From PDF Invoices to Formatted Spreadsheets in Two API Calls

#api #programming

The Invoice Spreadsheet Problem

Every accounting team has the same workflow. Invoices arrive as PDFs — from vendors, contractors, service providers. Someone needs to get that data into a spreadsheet for reconciliation, approval, or import into accounting software.

The manual version: open the PDF, copy the line items, paste into an Excel spreadsheet, fix the formatting, repeat for the next invoice. The automated version usually involves an OCR service, a pile of regex to parse the output, and a separate process to generate the spreadsheet. Two different systems, two different failure modes, and a lot of glue code in between.

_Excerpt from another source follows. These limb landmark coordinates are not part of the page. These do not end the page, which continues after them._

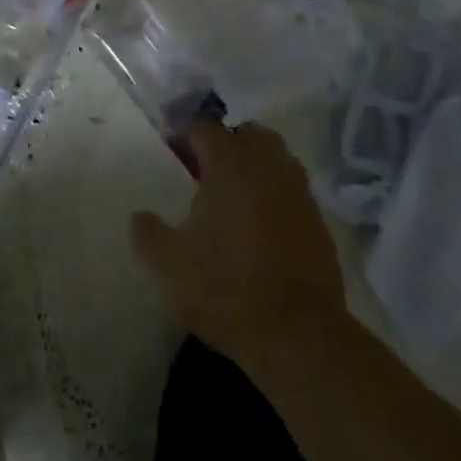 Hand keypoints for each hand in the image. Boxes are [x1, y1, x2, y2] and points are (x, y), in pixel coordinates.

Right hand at [132, 120, 345, 368]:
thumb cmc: (224, 288)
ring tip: (232, 194)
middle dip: (227, 141)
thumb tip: (141, 216)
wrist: (297, 333)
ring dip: (255, 165)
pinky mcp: (319, 222)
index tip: (172, 151)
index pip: (205, 127)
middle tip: (204, 168)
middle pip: (248, 133)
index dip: (185, 134)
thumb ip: (147, 233)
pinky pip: (292, 191)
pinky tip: (259, 224)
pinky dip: (275, 194)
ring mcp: (299, 193)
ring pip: (276, 158)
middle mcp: (268, 167)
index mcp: (229, 164)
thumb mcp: (166, 264) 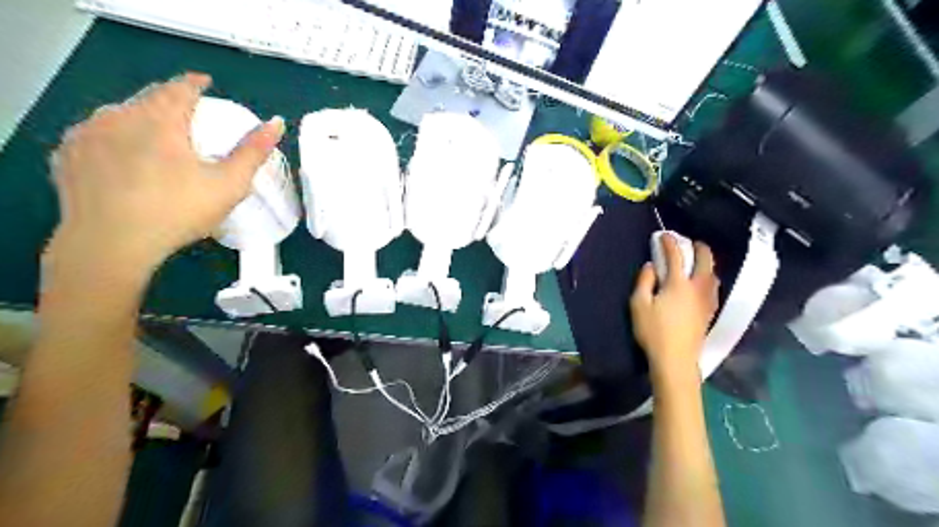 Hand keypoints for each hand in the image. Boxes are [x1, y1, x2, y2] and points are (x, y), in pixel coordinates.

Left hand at [46, 74, 282, 274]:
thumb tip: (276, 122)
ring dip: (141, 118)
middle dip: (169, 101)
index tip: (205, 83)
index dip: (195, 83)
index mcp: (160, 119)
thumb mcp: (228, 184)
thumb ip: (253, 151)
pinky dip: (114, 137)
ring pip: (119, 115)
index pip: (179, 88)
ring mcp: (87, 134)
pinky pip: (96, 135)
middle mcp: (118, 116)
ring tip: (157, 137)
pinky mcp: (68, 155)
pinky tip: (123, 157)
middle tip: (187, 114)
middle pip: (148, 98)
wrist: (111, 244)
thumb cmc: (178, 211)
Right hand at [630, 234, 721, 385]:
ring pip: (713, 274)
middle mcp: (698, 288)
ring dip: (707, 263)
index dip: (669, 243)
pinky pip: (713, 287)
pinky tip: (702, 283)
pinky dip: (708, 277)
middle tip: (691, 242)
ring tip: (698, 261)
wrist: (675, 360)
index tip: (663, 235)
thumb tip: (650, 266)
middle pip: (705, 261)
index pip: (676, 256)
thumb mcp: (639, 305)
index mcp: (679, 284)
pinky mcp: (709, 312)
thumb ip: (644, 282)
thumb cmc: (653, 331)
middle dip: (699, 248)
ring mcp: (707, 301) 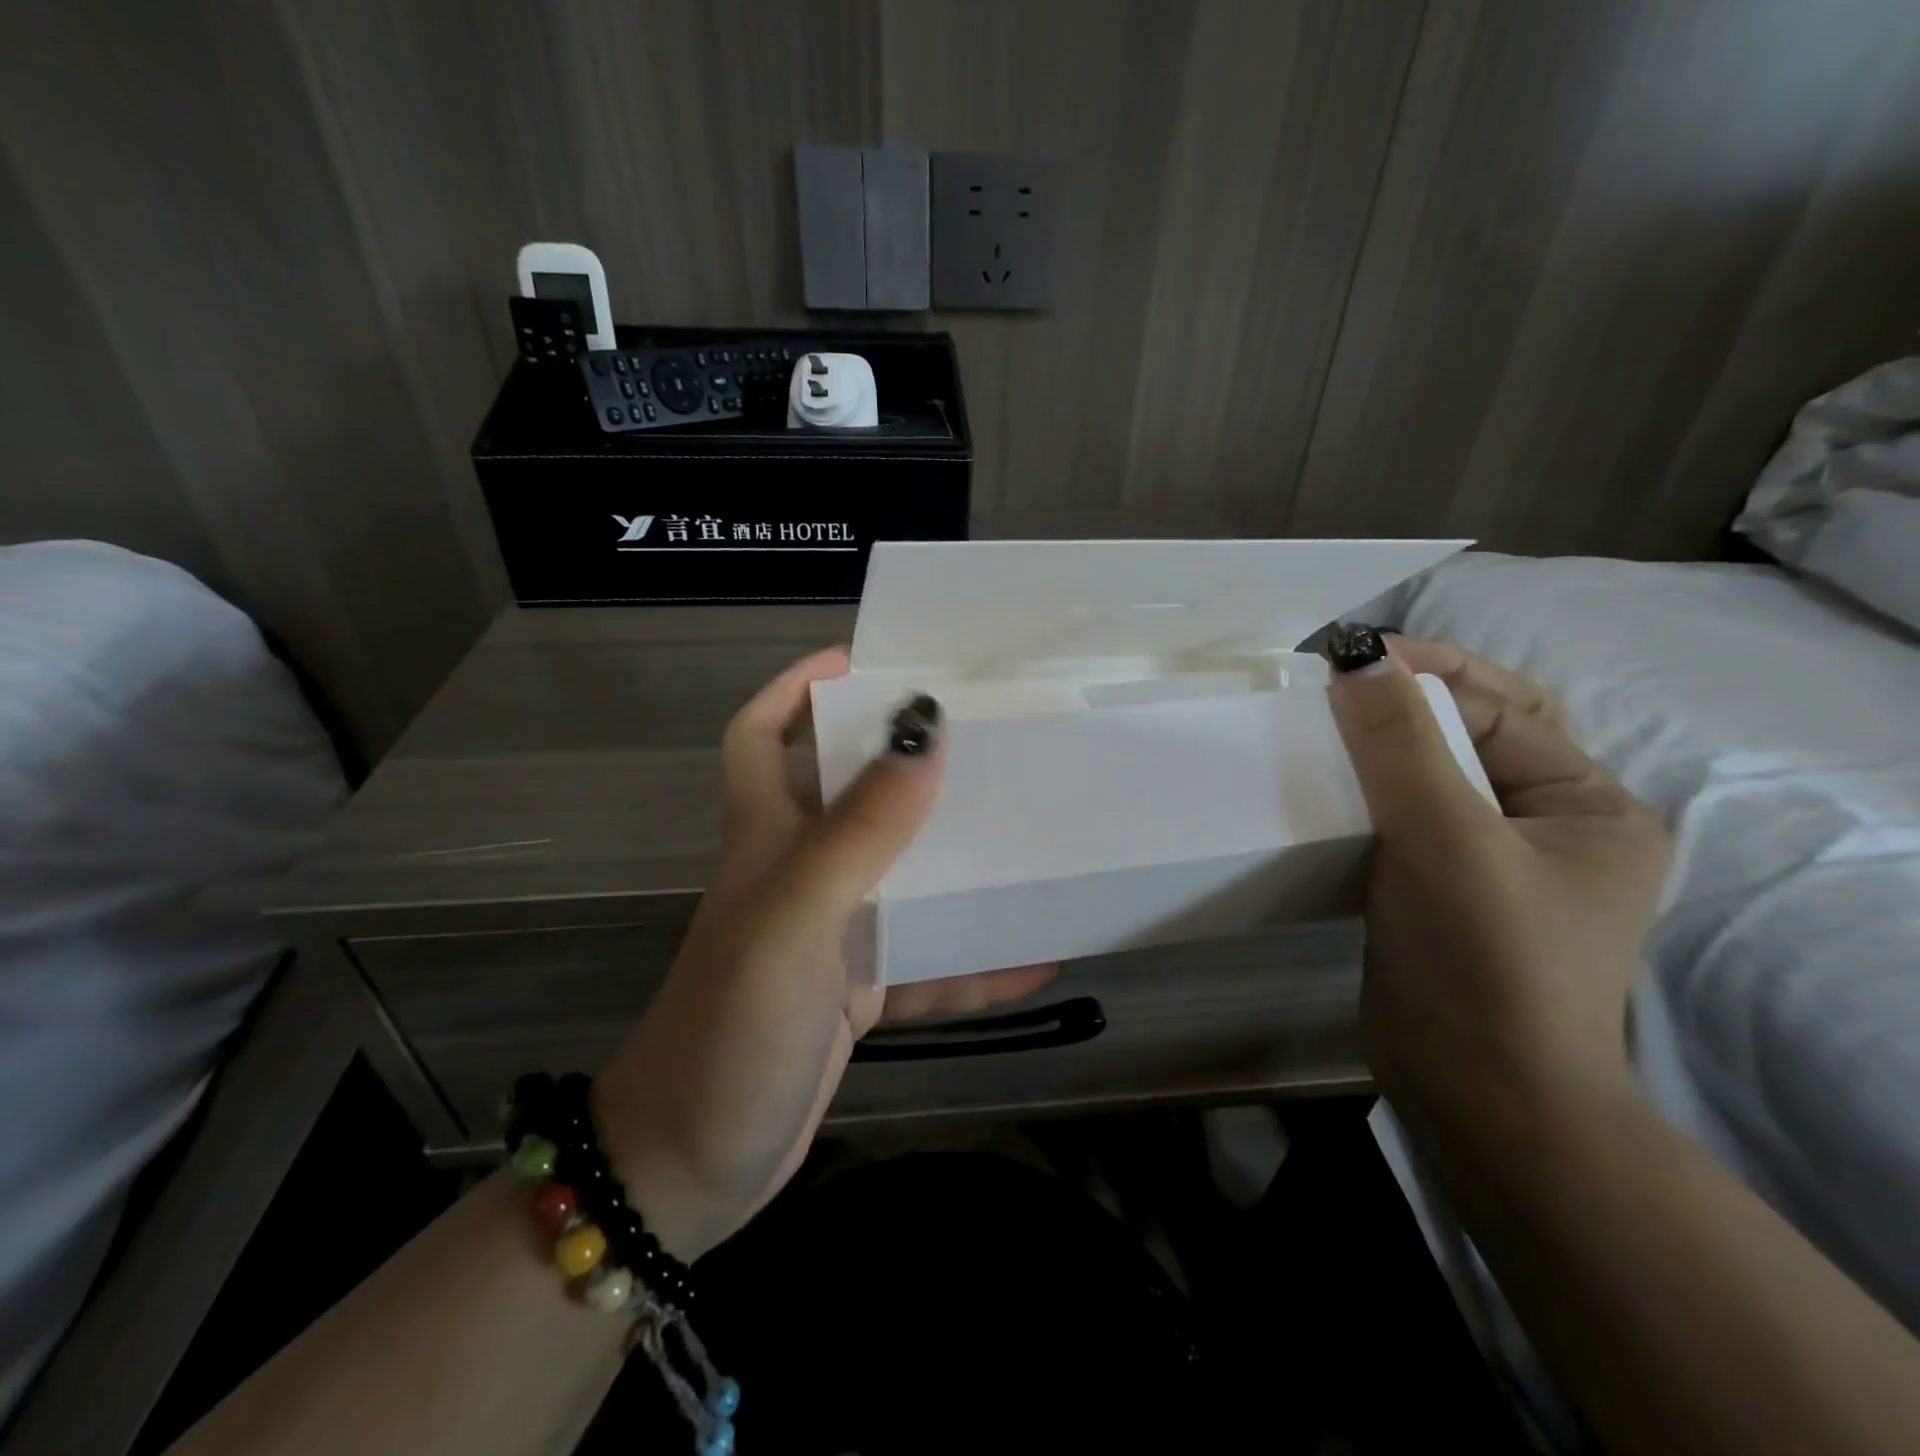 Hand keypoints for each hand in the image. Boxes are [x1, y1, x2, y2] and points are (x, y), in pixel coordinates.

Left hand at [592, 648, 1055, 1258]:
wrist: (693, 1168)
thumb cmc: (733, 1026)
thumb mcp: (797, 915)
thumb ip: (862, 828)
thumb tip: (926, 730)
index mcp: (767, 836)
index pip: (761, 732)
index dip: (799, 685)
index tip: (868, 660)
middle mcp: (798, 872)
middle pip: (852, 793)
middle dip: (908, 761)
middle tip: (984, 737)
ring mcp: (830, 934)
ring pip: (902, 874)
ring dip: (958, 860)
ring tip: (1029, 832)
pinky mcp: (857, 992)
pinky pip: (928, 962)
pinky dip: (975, 960)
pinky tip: (1038, 955)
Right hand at [1327, 634, 1672, 1124]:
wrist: (1474, 1091)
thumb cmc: (1485, 959)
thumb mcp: (1447, 838)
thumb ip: (1402, 744)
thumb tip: (1356, 659)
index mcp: (1587, 805)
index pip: (1502, 712)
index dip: (1429, 677)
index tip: (1350, 656)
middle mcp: (1546, 827)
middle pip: (1470, 737)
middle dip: (1406, 703)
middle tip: (1336, 679)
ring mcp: (1489, 862)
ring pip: (1428, 778)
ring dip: (1378, 747)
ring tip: (1320, 724)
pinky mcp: (1437, 890)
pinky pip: (1400, 818)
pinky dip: (1364, 793)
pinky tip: (1322, 786)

The core problem is the gap between extraction and generation. You get structured data out of a document, but then you need to transform it into a completely different format using a completely different tool. That's where the bugs live.

Extract Then Generate

The Document Extraction API and the Iteration Layer Sheet Generation API are designed to compose. The extraction output — structured JSON with typed fields — maps directly to sheet rows. No intermediate transformation layer, no format juggling.

Here's the full pipeline: PDF in, formatted XLSX out.

Step 1: Define the Extraction Schema

First, tell the Document Extraction API what fields to look for in your invoice. The schema describes the structure you expect.

{
  "fields": [
    {
      "name": "vendor_name",
      "type": "TEXT",
      "description": "Vendor legal name"
    },
    {
      "name": "invoice_number",
      "type": "TEXT",
      "description": "Invoice number"
    },
    {
      "name": "invoice_date",
      "type": "DATE",
      "description": "Invoice issue date"
    },
    {
      "name": "due_date",
      "type": "DATE",
      "description": "Payment due date"
    },
    {
      "name": "line_items",
      "type": "ARRAY",
      "description": "Invoice line items",
      "fields": [
        {
          "name": "description",
          "type": "TEXT",
          "description": "Line item description"
        },
        {
          "name": "quantity",
          "type": "DECIMAL",
          "description": "Line item quantity"
        },
        {
          "name": "unit_price",
          "type": "CURRENCY_AMOUNT",
          "description": "Unit price"
        },
        {
          "name": "total",
          "type": "CURRENCY_AMOUNT",
          "description": "Line item total"
        }
      ]
    },
    {
      "name": "subtotal",
      "type": "CURRENCY_AMOUNT",
      "description": "Invoice subtotal before tax"
    },
    {
      "name": "tax",
      "type": "CURRENCY_AMOUNT",
      "description": "Tax amount"
    },
    {
      "name": "total_due",
      "type": "CURRENCY_AMOUNT",
      "description": "Total amount due"
    }
  ]
}

Step 2: Extract the Invoice Data

Send the PDF to the extraction endpoint with your schema. The API returns structured JSON with typed values and confidence scores.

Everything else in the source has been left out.